The year after his marriage, Schumann would hear the premiere of his First Symphony (nicknamed “Spring”), a work that owes more than a small debt to his “serious study” of Beethoven. But at the same time, the work is pure Schumann, showcasing a young talent that revels in songful melodies and luxurious orchestration, with a dash of poetic imagery that would undoubtedly have captured the imagination of the concert-going public in the 19th century.
Schumann’s symphony is heard in this concert — conducted by Petr Popelka — alongside Beethoven’s Violin Concerto. The work appeared in 1806, and, like many of the composer’s works during this period, expanded a tried-and-true formula (the instrumental concerto) to massive proportions, testing the stamina of soloist and audience alike. Unsurprisingly, its first performance was not a success. It wasn’t until violinist Joseph Joachim revived the work in 1844 that it began to receive reappraisal, and tonight’s soloist, Veronika Eberle, joins a long line of virtuosos who have put the concerto in its rightful place as one of the crown jewels of the violin repertoire.
—
Kevin McBrien Kevin McBrien is The Cleveland Orchestra’s publications manager.
by Ludwig van Beethoven
BORN: December 16, 1770, in Bonn
DIED: March 26, 1827, in Vienna
COMPOSED: 1806
WORLD PREMIERE: December 23, 1806, in Vienna, with Franz Clement as soloist
CLEVELAND ORCHESTRA PREMIERE: January 8, 1920, featuring Jascha Heifetz as soloist and conducted by Music Director Nikolai Sokoloff
ORCHESTRATION: flute, 2 oboes, 2 clarinets, 2 bassoons, 2 horns, 2 trumpets, timpani, and strings, plus solo violin
DURATION: about 45 minutes
THE FOUR DRUM TAPS that open this violin concerto are one of the most surprising and audacious ideas that Ludwig van Beethoven ever committed to paper. What was he thinking? Is this an echo of the military music that emanated from the French Revolution — and which was to be heard all over Vienna in those warlike years? Is it an easy way to set the tempo, like those audible 1–2–3–4 counts that jazz musicians rely on? Is it a suggestion of menace or coming thunder? Is it a way to attract the audience’s attention? Is it a tune?

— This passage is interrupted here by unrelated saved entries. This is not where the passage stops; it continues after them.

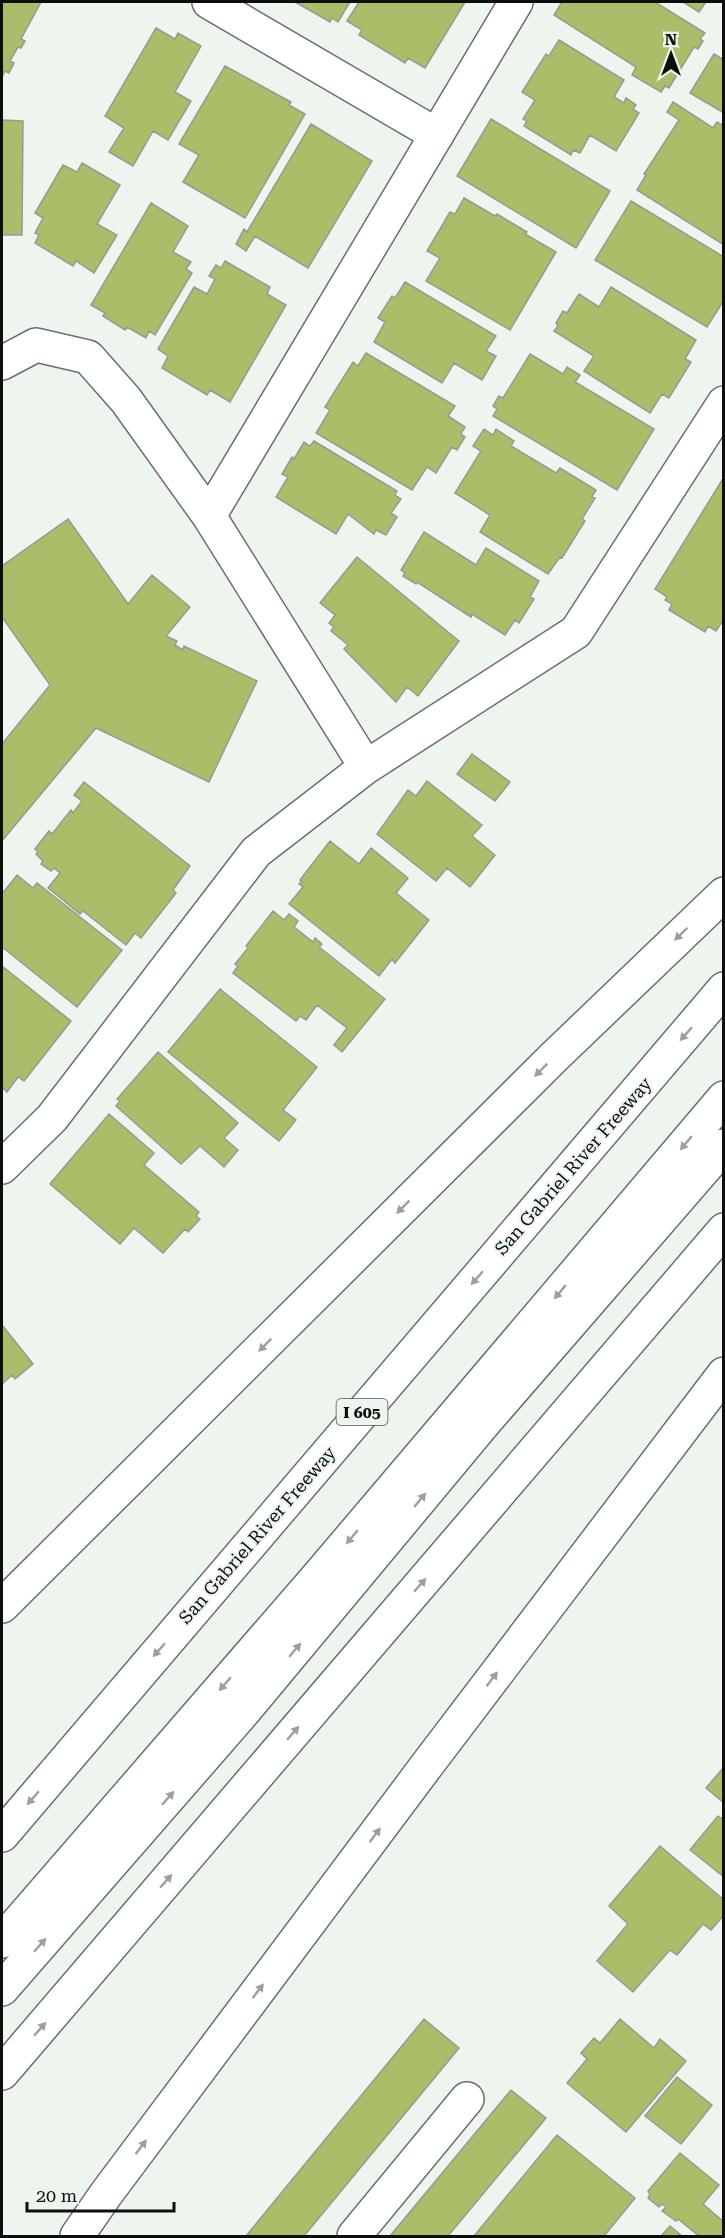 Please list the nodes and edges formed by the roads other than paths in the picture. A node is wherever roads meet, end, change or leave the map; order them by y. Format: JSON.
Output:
{"nodes":[{"id":1,"x":209,"y":2,"type":"edge"},
{"id":2,"x":516,"y":2,"type":"edge"},
{"id":3,"x":437,"y":135,"type":"junction"},
{"id":4,"x":2,"y":363,"type":"edge"},
{"id":5,"x":723,"y":404,"type":"edge"},
{"id":6,"x":209,"y":516,"type":"junction"},
{"id":7,"x":366,"y":767,"type":"junction"},
{"id":8,"x":723,"y":894,"type":"edge"},
{"id":9,"x":723,"y":989,"type":"edge"},
{"id":10,"x":723,"y":1098,"type":"edge"},
{"id":11,"x":723,"y":1146,"type":"edge"},
{"id":12,"x":2,"y":1167,"type":"edge"},
{"id":13,"x":723,"y":1230,"type":"edge"},
{"id":14,"x":723,"y":1374,"type":"edge"},
{"id":15,"x":2,"y":1606,"type":"edge"},
{"id":16,"x":2,"y":1835,"type":"edge"},
{"id":17,"x":2,"y":1941,"type":"edge"},
{"id":18,"x":2,"y":1989,"type":"edge"},
{"id":19,"x":2,"y":2073,"type":"edge"},
{"id":20,"x":467,"y":2099,"type":"dead end"},
{"id":21,"x":77,"y":2236,"type":"edge"},
{"id":22,"x":354,"y":2236,"type":"edge"}],
"edges":[{"from":1,"to":3,"type":"main road"},
{"from":2,"to":3,"type":"main road"},
{"from":3,"to":6,"type":"main road"},
{"from":4,"to":6,"type":"main road"},
{"from":5,"to":7,"type":"main road"},
{"from":6,"to":7,"type":"main road"},
{"from":7,"to":12,"type":"main road"},
{"from":8,"to":15,"type":"main road","one_way":true},
{"from":9,"to":16,"type":"main road","name":"San Gabriel River Freeway","number":"I 605","one_way":true},
{"from":10,"to":17,"type":"main road","one_way":true},
{"from":18,"to":11,"type":"main road","one_way":true},
{"from":19,"to":13,"type":"main road","one_way":true},
{"from":21,"to":14,"type":"main road","one_way":true},
{"from":20,"to":22,"type":"main road"}]}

The concerto itself is so familiar to many of us — along with so many even more daring ideas let loose in the past two centuries — that it’s quite a challenge today to imagine the shockwaves those four notes should have set off at its first performance in 1806. Unless, perhaps, the audience was too noisy to allow anyone to hear them clearly (or at all). Perhaps the Viennese were already used to Beethoven’s eccentricities and regarded this as just another of his strange ways.
In fact, this concerto came into the world with very little fanfare and made little impression on the Viennese or anyone else. Not for some 50 years was it treated as the great work we now know it to be, when Joseph Joachim, Ferdinand David, Henri Vieuxtemps, and other virtuosos began to play it everywhere.
What makes Beethoven’s concerto different from the others of his time is its enormously enlarged sense of space. With four symphonies behind him, he now thought instinctively in symphonic structure and was able to create a broad horizon within which his themes could be extended in a leisurely fashion and adorned by graceful
elaborations from the soloist. For the four drum taps are a theme — or at least a crucial part of a theme — to be taken up by the soloist and the orchestra at various points, sometimes soft, as at the opening, sometimes brutally loud, but always highly distinctive. The other themes of this opening movement are elegant, often built out of rising or falling scales and usually moving in stepwise motion, avoiding wide intervals and sustaining a calm dignity.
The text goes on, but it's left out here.